Through Book Two

The great reading project has advanced to the end of Book 2.  We have just finished the rather raucous visit of the Karamazov Brothers to the monastery, in which we find out, in my Mother’s words, “we can’t take [these people] anywhere.”  With the exception of the odd section where the starets is talking to some random supplicants outside the monastery, what we really have going on in this section is more exposition.  The narrator gave us the basic facts in the first section and in this part we get to see the whole family in action.

And it is pretty remarkable.  These are some very screwed up people–reality-show-screwed-up.  Jerry Springer screwed up.  If you don’t me…and the fracas at the Monastery wasn’t enough on its own…allow me to present you with the legendary Battle Grushenka.

grushenka
Dmiti, played here by Yul Brynner, uses guitar playing trick on Grushenka.
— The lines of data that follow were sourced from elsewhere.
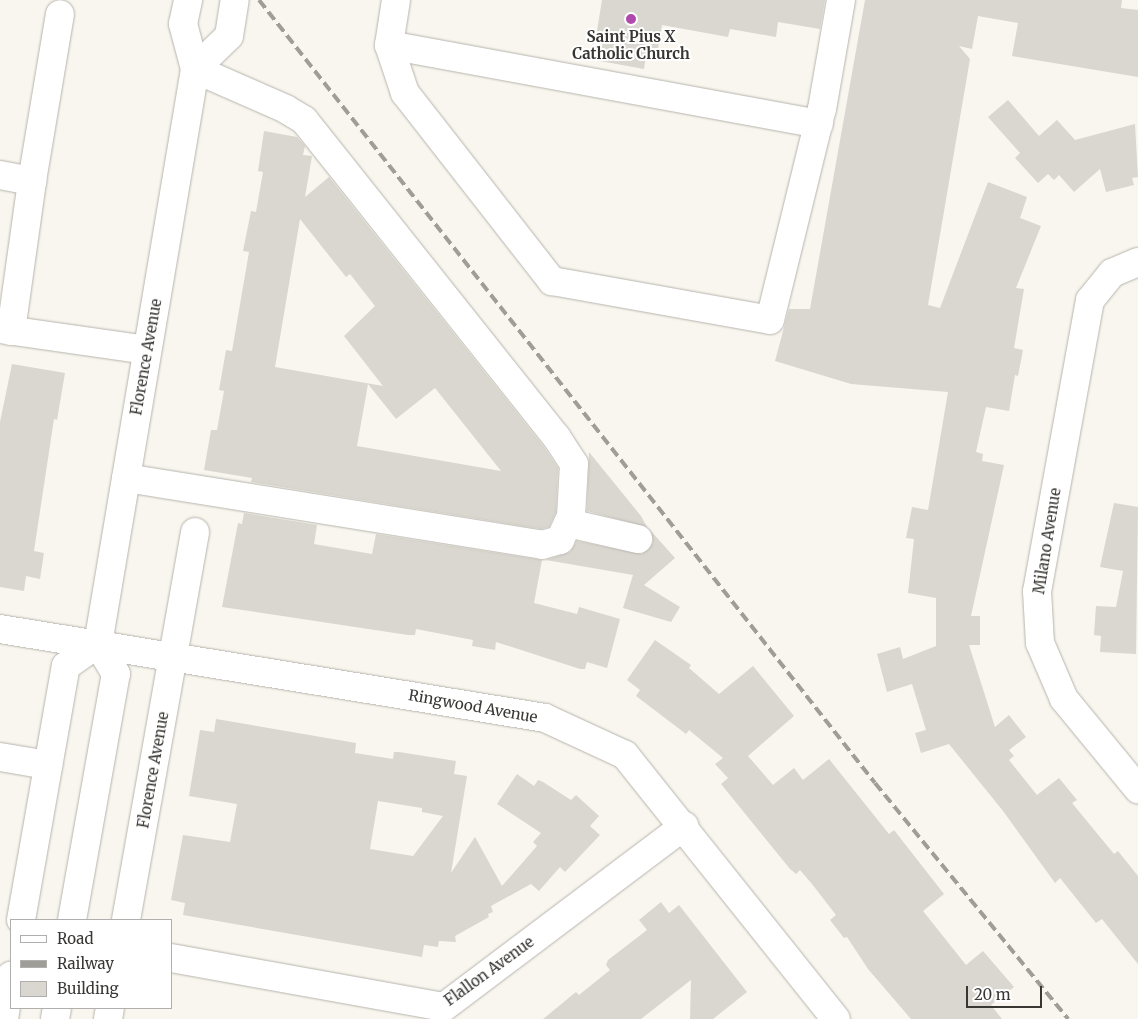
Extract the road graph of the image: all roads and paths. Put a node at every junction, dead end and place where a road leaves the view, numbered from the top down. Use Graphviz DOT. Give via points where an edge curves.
graph roads {
  1 [pos="188,0"];
  2 [pos="235,0"];
  3 [pos="396,0"];
  4 [pos="841,0"];
  5 [pos="60,14"];
  6 [pos="389,45"];
  7 [pos="196,70"];
  8 [pos="819,124"];
  9 [pos="0,175"];
  10 [pos="32,181"];
  11 [pos="1138,262"];
  12 [pos="6,330"];
  13 [pos="147,350"];
  14 [pos="126,478"];
  15 [pos="568,524"];
  16 [pos="195,532"];
  17 [pos="638,539"];
  18 [pos="0,629"];
  19 [pos="98,644"];
  20 [pos="173,655"];
  21 [pos="0,757"];
  22 [pos="48,765"];
  23 [pos="1138,789"];
  24 [pos="684,826"];
  25 [pos="21,919"];
  26 [pos="72,919"];
  27 [pos="126,919"];
  28 [pos="172,958"];
  29 [pos="10,982"];
  30 [pos="4,1019"];
  31 [pos="836,1019"];
  1 -- 7 [label="street, Florence Avenue" via="183,24"];
  2 -- 7 [label="street" via="229,36"];
  3 -- 6 [label="street"];
  4 -- 8 [label="street"];
  5 -- 10 [label="street"];
  6 -- 8 [label="street"];
  6 -- 8 [label="street" via="405,92 552,281 770,320"];
  7 -- 13 [label="street, Florence Avenue"];
  7 -- 15 [label="street" via="304,120 557,438 574,464"];
  9 -- 10 [label="street"];
  10 -- 12 [label="street"];
  11 -- 23 [label="street, Milano Avenue" via="1112,273 1090,300 1038,600 1040,644 1064,699"];
  12 -- 13 [label="street"];
  13 -- 14 [label="street, Florence Avenue"];
  14 -- 15 [label="street" via="542,545 560,540"];
  14 -- 19 [label="street, Florence Avenue"];
  15 -- 17 [label="street"];
  16 -- 20 [label="street, Florence Avenue"];
  18 -- 19 [label="street, Ringwood Avenue"];
  19 -- 20 [label="street, Ringwood Avenue"];
  19 -- 22 [label="street" via="66,666"];
  19 -- 26 [label="street" via="116,674"];
  20 -- 24 [label="street, Ringwood Avenue" via="545,718 625,755"];
  20 -- 27 [label="street, Florence Avenue"];
  21 -- 22 [label="street"];
  22 -- 25 [label="street"];
  24 -- 28 [label="street, Flallon Avenue" via="444,1007"];
  24 -- 31 [label="street, Ringwood Avenue"];
  29 -- 30 [label="street"];
}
Grushenka is a woman who, we learn, shares her love.  Just to show how easy she is, she actually has Pyotr and Dmitri fighting over her, and doing it in front of the starets and any number of priests, monks, or acolytes, not to mention the other two kids and their cousin.

 

I checked on Goodreads and there was a poll and 53% of the people who voted said she wasn’t a prostitute, which is said to be the right answer.  Once it gets to be a question, you’re not in real good shape.

I did a little research and couldn’t find any examples of fathers and sons having sex with the same woman, except for Oedipus and some clips on PornHub where there’s reason to doubt that the people involved are even related.

So these guys are more depraved than that.

The end of the book is really well put together.  Alyosha is outside the room where the rest of the family is inside of lunch.  He is talking to the town gossip for the purposes of exposition, because Dostoevsky has made it clear that Alyosha is way too dense to figure out anything for himself.

Anyway, as they are talking, the door bursts open and the rest of the family comes storming out.  Then, Dostoevsky takes us back inside to find out what happened.

One last note.  Everything you read about the book talks about how dark it is.  Right now, it seems too farcical to be truly dark.  Perhaps my own dark view of humanity has made it impossible for anything else to be darker, but this just doesn’t seem like something you’d still be finding dark more than a century later.

Of course, there’s 900 more pages and (spoiler alert) (not really) no one is dead yet.